(Saved entries)
-------------------------

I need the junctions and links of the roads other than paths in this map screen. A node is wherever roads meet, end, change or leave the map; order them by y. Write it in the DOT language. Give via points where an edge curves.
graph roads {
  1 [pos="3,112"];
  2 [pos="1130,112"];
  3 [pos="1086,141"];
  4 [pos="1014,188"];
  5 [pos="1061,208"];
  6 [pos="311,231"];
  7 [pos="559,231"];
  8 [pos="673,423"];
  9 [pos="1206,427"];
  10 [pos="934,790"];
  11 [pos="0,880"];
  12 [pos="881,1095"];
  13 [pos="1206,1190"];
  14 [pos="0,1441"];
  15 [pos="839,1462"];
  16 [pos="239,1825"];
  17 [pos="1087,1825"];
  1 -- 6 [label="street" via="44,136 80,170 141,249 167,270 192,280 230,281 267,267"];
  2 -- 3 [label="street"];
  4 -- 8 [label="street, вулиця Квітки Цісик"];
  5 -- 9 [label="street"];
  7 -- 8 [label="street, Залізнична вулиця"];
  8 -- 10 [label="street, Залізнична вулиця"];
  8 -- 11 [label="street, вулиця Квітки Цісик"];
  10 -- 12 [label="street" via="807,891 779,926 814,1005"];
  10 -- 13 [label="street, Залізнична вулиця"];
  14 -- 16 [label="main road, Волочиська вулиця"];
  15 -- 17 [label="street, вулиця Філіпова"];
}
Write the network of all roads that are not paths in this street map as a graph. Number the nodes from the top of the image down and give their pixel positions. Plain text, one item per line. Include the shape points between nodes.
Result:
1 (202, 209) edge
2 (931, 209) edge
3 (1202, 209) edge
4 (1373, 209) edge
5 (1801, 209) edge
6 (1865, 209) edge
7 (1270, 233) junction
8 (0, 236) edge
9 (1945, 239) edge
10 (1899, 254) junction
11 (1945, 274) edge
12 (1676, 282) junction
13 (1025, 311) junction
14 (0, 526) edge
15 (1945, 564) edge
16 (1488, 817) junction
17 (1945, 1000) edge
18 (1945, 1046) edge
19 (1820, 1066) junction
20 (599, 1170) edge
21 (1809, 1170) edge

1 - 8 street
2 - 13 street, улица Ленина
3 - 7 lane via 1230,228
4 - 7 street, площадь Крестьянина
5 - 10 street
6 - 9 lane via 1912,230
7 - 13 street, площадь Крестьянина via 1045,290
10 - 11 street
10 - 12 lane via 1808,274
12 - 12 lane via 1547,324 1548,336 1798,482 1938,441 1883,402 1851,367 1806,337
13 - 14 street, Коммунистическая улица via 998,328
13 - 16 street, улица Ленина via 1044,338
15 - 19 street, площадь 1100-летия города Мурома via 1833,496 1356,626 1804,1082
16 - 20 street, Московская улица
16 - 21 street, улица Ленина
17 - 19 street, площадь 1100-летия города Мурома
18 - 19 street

-------------------------

=== What needs to be done ===
Reproduce the data above exactly, leaving nothing out.

=== Exercise solution ===
I need the junctions and links of the roads other than paths in this map screen. A node is wherever roads meet, end, change or leave the map; order them by y. Write it in the DOT language. Give via points where an edge curves.
graph roads {
  1 [pos="3,112"];
  2 [pos="1130,112"];
  3 [pos="1086,141"];
  4 [pos="1014,188"];
  5 [pos="1061,208"];
  6 [pos="311,231"];
  7 [pos="559,231"];
  8 [pos="673,423"];
  9 [pos="1206,427"];
  10 [pos="934,790"];
  11 [pos="0,880"];
  12 [pos="881,1095"];
  13 [pos="1206,1190"];
  14 [pos="0,1441"];
  15 [pos="839,1462"];
  16 [pos="239,1825"];
  17 [pos="1087,1825"];
  1 -- 6 [label="street" via="44,136 80,170 141,249 167,270 192,280 230,281 267,267"];
  2 -- 3 [label="street"];
  4 -- 8 [label="street, вулиця Квітки Цісик"];
  5 -- 9 [label="street"];
  7 -- 8 [label="street, Залізнична вулиця"];
  8 -- 10 [label="street, Залізнична вулиця"];
  8 -- 11 [label="street, вулиця Квітки Цісик"];
  10 -- 12 [label="street" via="807,891 779,926 814,1005"];
  10 -- 13 [label="street, Залізнична вулиця"];
  14 -- 16 [label="main road, Волочиська вулиця"];
  15 -- 17 [label="street, вулиця Філіпова"];
}
Write the network of all roads that are not paths in this street map as a graph. Number the nodes from the top of the image down and give their pixel positions. Plain text, one item per line. Include the shape points between nodes.
Result:
1 (202, 209) edge
2 (931, 209) edge
3 (1202, 209) edge
4 (1373, 209) edge
5 (1801, 209) edge
6 (1865, 209) edge
7 (1270, 233) junction
8 (0, 236) edge
9 (1945, 239) edge
10 (1899, 254) junction
11 (1945, 274) edge
12 (1676, 282) junction
13 (1025, 311) junction
14 (0, 526) edge
15 (1945, 564) edge
16 (1488, 817) junction
17 (1945, 1000) edge
18 (1945, 1046) edge
19 (1820, 1066) junction
20 (599, 1170) edge
21 (1809, 1170) edge

1 - 8 street
2 - 13 street, улица Ленина
3 - 7 lane via 1230,228
4 - 7 street, площадь Крестьянина
5 - 10 street
6 - 9 lane via 1912,230
7 - 13 street, площадь Крестьянина via 1045,290
10 - 11 street
10 - 12 lane via 1808,274
12 - 12 lane via 1547,324 1548,336 1798,482 1938,441 1883,402 1851,367 1806,337
13 - 14 street, Коммунистическая улица via 998,328
13 - 16 street, улица Ленина via 1044,338
15 - 19 street, площадь 1100-летия города Мурома via 1833,496 1356,626 1804,1082
16 - 20 street, Московская улица
16 - 21 street, улица Ленина
17 - 19 street, площадь 1100-летия города Мурома
18 - 19 street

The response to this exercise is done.